Ex-Torjäger im Interview Martijn Kaars zittert mit dem FCM: "Ich sehe einfach sehr viel Unglück"
Im Sommer verlor der 1. FC Magdeburg seinen besten Torjäger, doch hat Martijn Kaars nach wie vor ein Herz für den FCM. Im Interview spricht er über Abstiegskampf und Ex-Mitspieler.

Hamburg/Magdeburg/DUR - Der Weggang von Martijn Kaars kurz vor Transferschluss im Sommer 2025 hat den 1. FC Magdeburg hart getroffen. Ohne seinen Torjäger stürzte der Club in den Abstiegskampf ab, wo er nach wie vor steckt.
"Es war nicht einfach, aber es war mein Wunsch, Bundesliga zu spielen", sagte der Stürmer des FC St. Pauli in einem ausführlichen Interview mit der "Volksstimme". Den späten Zeitpunkt seines Abschieds bedauerte der Niederlage, das sei "schade für die Fans" gewesen.

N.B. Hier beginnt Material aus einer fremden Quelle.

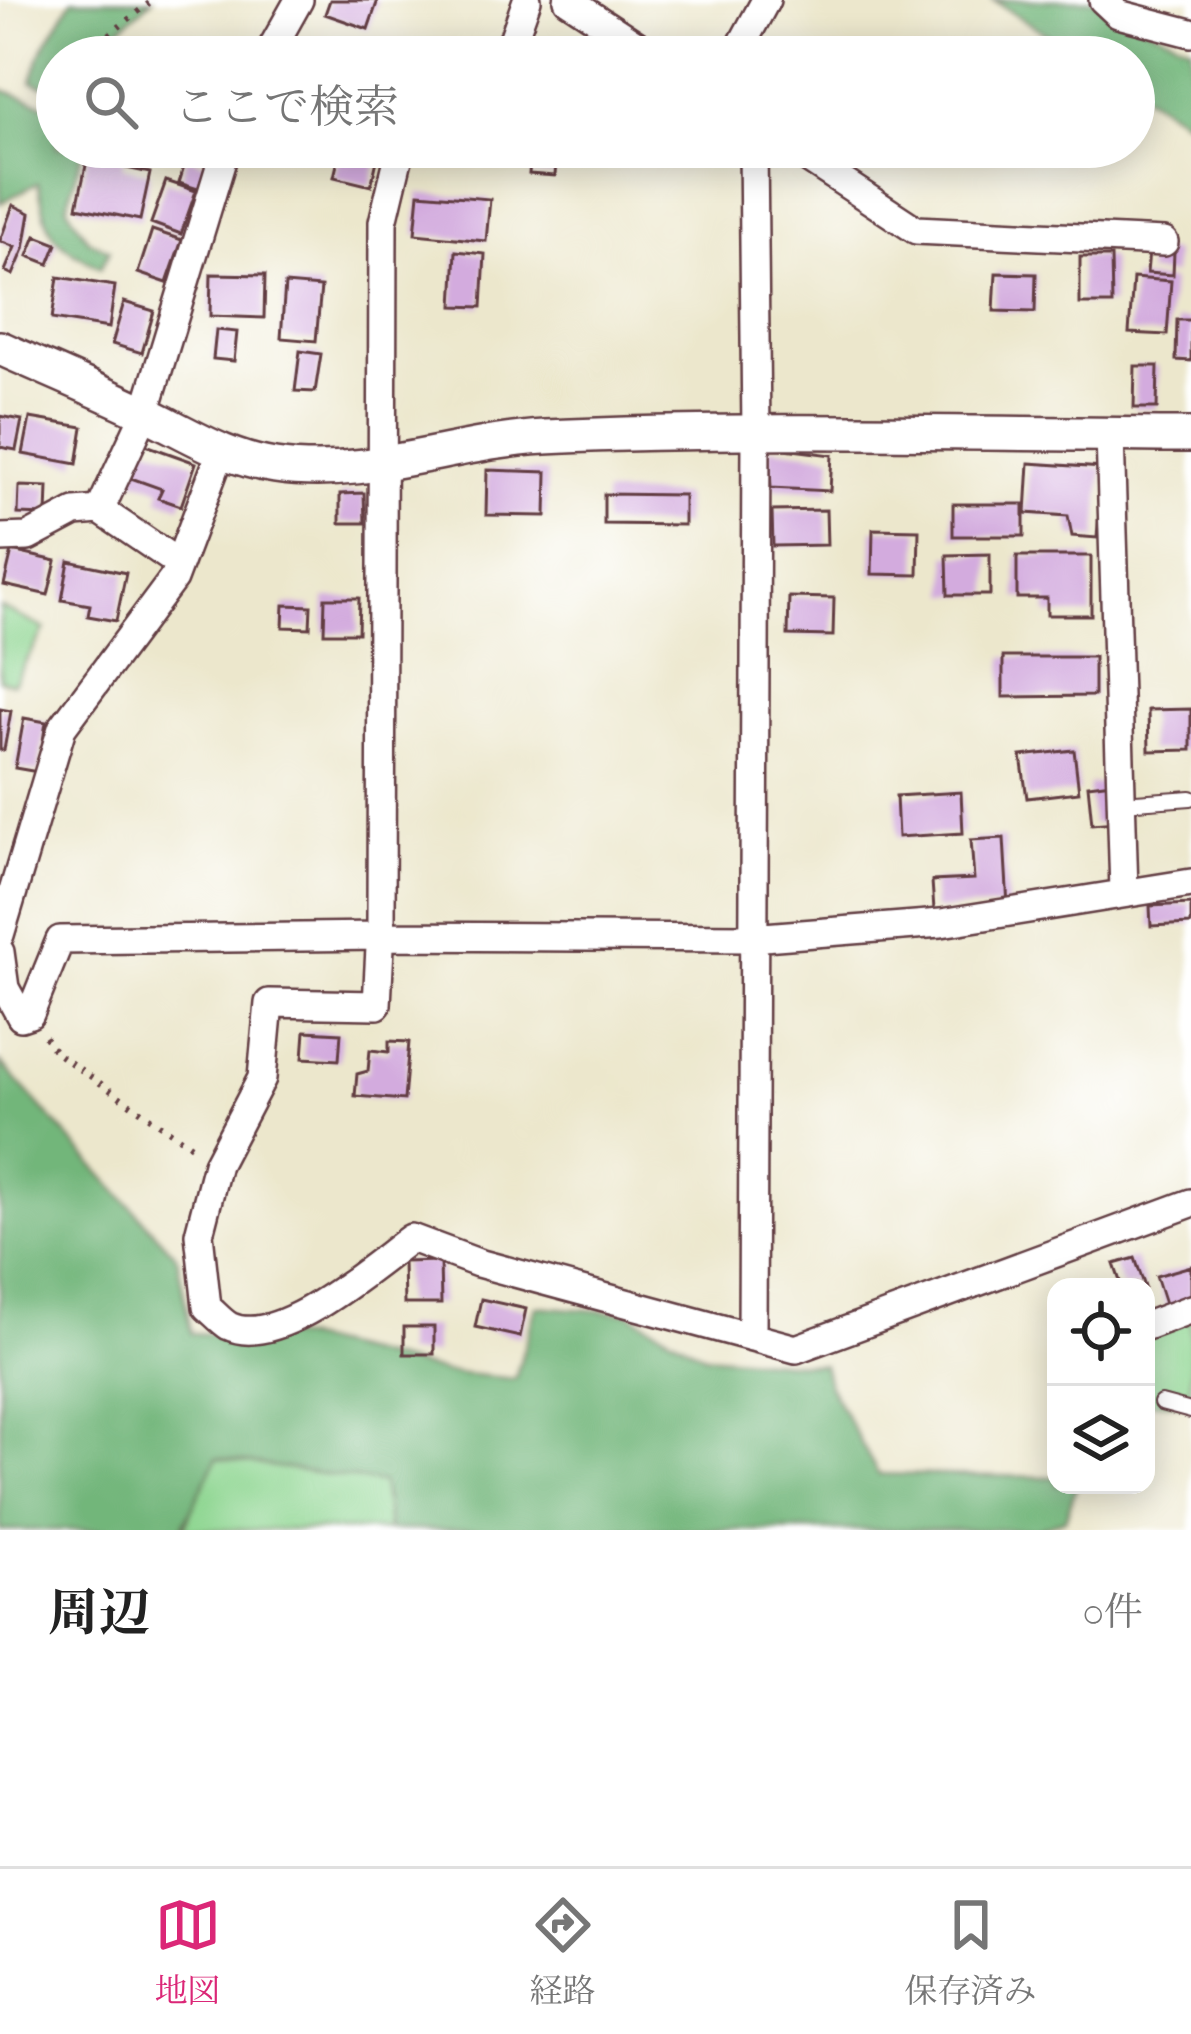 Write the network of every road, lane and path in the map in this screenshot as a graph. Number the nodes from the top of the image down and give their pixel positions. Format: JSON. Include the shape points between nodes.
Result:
{"nodes":[{"id":1,"x":153,"y":0,"type":"edge"},
{"id":2,"x":298,"y":0,"type":"edge"},
{"id":3,"x":527,"y":0,"type":"edge"},
{"id":4,"x":568,"y":0,"type":"edge"},
{"id":5,"x":766,"y":0,"type":"edge"},
{"id":6,"x":1103,"y":0,"type":"edge"},
{"id":7,"x":1191,"y":33,"type":"edge"},
{"id":8,"x":108,"y":36,"type":"edge"},
{"id":9,"x":278,"y":36,"type":"edge"},
{"id":10,"x":514,"y":36,"type":"edge"},
{"id":11,"x":623,"y":36,"type":"edge"},
{"id":12,"x":746,"y":36,"type":"edge"},
{"id":13,"x":220,"y":168,"type":"edge"},
{"id":14,"x":396,"y":168,"type":"edge"},
{"id":15,"x":753,"y":168,"type":"edge"},
{"id":16,"x":822,"y":168,"type":"edge"},
{"id":17,"x":1165,"y":242,"type":"dead end"},
{"id":18,"x":0,"y":348,"type":"edge"},
{"id":19,"x":145,"y":412,"type":"junction"},
{"id":20,"x":756,"y":434,"type":"junction"},
{"id":21,"x":1110,"y":435,"type":"junction"},
{"id":22,"x":1191,"y":436,"type":"edge"},
{"id":23,"x":221,"y":452,"type":"junction"},
{"id":24,"x":384,"y":464,"type":"junction"},
{"id":25,"x":100,"y":510,"type":"junction"},
{"id":26,"x":0,"y":538,"type":"edge"},
{"id":27,"x":178,"y":562,"type":"junction"},
{"id":28,"x":1191,"y":798,"type":"edge"},
{"id":29,"x":1121,"y":803,"type":"junction"},
{"id":30,"x":1191,"y":883,"type":"edge"},
{"id":31,"x":1124,"y":891,"type":"junction"},
{"id":32,"x":0,"y":935,"type":"edge"},
{"id":33,"x":381,"y":936,"type":"junction"},
{"id":34,"x":752,"y":938,"type":"junction"},
{"id":35,"x":0,"y":952,"type":"edge"},
{"id":36,"x":30,"y":1014,"type":"junction"},
{"id":37,"x":217,"y":1164,"type":"junction"},
{"id":38,"x":1191,"y":1203,"type":"edge"},
{"id":39,"x":1191,"y":1309,"type":"edge"},
{"id":40,"x":1155,"y":1323,"type":"edge"},
{"id":41,"x":752,"y":1337,"type":"junction"},
{"id":42,"x":1161,"y":1402,"type":"dead end"},
{"id":43,"x":1191,"y":1411,"type":"edge"}],
"edges":[{"from":1,"to":8,"type":"path"},
{"from":2,"to":9,"type":"street"},
{"from":3,"to":10,"type":"street"},
{"from":4,"to":11,"type":"street"},
{"from":5,"to":12,"type":"street"},
{"from":6,"to":7,"type":"street","via":[[1118,14]]},
{"from":13,"to":19,"type":"street"},
{"from":14,"to":24,"type":"street","via":[[382,222]]},
{"from":15,"to":20,"type":"street"},
{"from":16,"to":17,"type":"street","via":[[916,230]]},
{"from":18,"to":19,"type":"street"},
{"from":19,"to":23,"type":"street"},
{"from":19,"to":25,"type":"street"},
{"from":20,"to":21,"type":"street"},
{"from":20,"to":24,"type":"street","via":[[538,437]]},
{"from":20,"to":34,"type":"street"},
{"from":21,"to":22,"type":"street"},
{"from":21,"to":29,"type":"street"},
{"from":23,"to":24,"type":"street","via":[[315,471]]},
{"from":23,"to":27,"type":"street"},
{"from":24,"to":33,"type":"street"},
{"from":25,"to":26,"type":"street","via":[[75,512],[28,537]]},
{"from":25,"to":27,"type":"street"},
{"from":27,"to":32,"type":"street","via":[[62,728]]},
{"from":28,"to":29,"type":"lane"},
{"from":29,"to":31,"type":"street"},
{"from":30,"to":31,"type":"street"},
{"from":31,"to":34,"type":"street","via":[[941,923]]},
{"from":33,"to":34,"type":"street"},
{"from":33,"to":36,"type":"street","via":[[60,940]]},
{"from":33,"to":37,"type":"street","via":[[377,1005],[269,1003],[262,1078]]},
{"from":34,"to":41,"type":"street"},
{"from":35,"to":36,"type":"street","via":[[5,988],[21,1017]]},
{"from":36,"to":37,"type":"path","via":[[56,1052]]},
{"from":37,"to":41,"type":"street","via":[[199,1234],[207,1307],[230,1327],[262,1329],[299,1318],[411,1238]]},
{"from":38,"to":41,"type":"street","via":[[796,1349]]},
{"from":39,"to":40,"type":"street"},
{"from":42,"to":43,"type":"lane"}]}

Martijn Kaars will noch ein FCM-Heimspiel besuchen
Seit Sommer spielt Kaars in der Bundesliga, hat dort aber keinen Stammplatz. "Der Fußball hier bei St. Pauli ist ganz anders als bei Magdeburg in der 2. Liga", sagt der 27-Jährige über seine schwierige Anpassung in Hamburg.

Wie der FCM steckt auch St. Pauli tief im Abstiegskampf. Zu seinem Ex-Verein schaut Kaars, so oft es geht. Auch will er unbedingt noch ein Heimspiel in der Avnet Arena besuchen, um den ehemaligen Kollegen vor Ort die Daumen zu drücken.
Kaars, Hoti und Co.: Die Bilanz der FCM-Abgänge
Erklären kann sich Kaars den Absturz des FCM nicht. "Ich gucke mir die Spiele an und sehe einfach sehr viel Unglück", sagt der Stürmer: "Meiner Meinung nach hat Magdeburg genug Qualität, um direkt in der Liga zu bleiben. Ich hoffe das auch."
Was er über seinen "Nachfolger" Mateusz Zukowski und seinen Ex-Mitspieler Alexander Ahl-Holmström denkt, verriet er im Interview ebenfalls. Zwar trug der Niederländer nur ein Jahr das FCM-Trikot, doch bleibt Magdeburg für Martijn Kaars etwas Besonderes: "Es war eine schöne Zeit und ich glaube, ich werde immer im Kontakt mit den Jungs bleiben."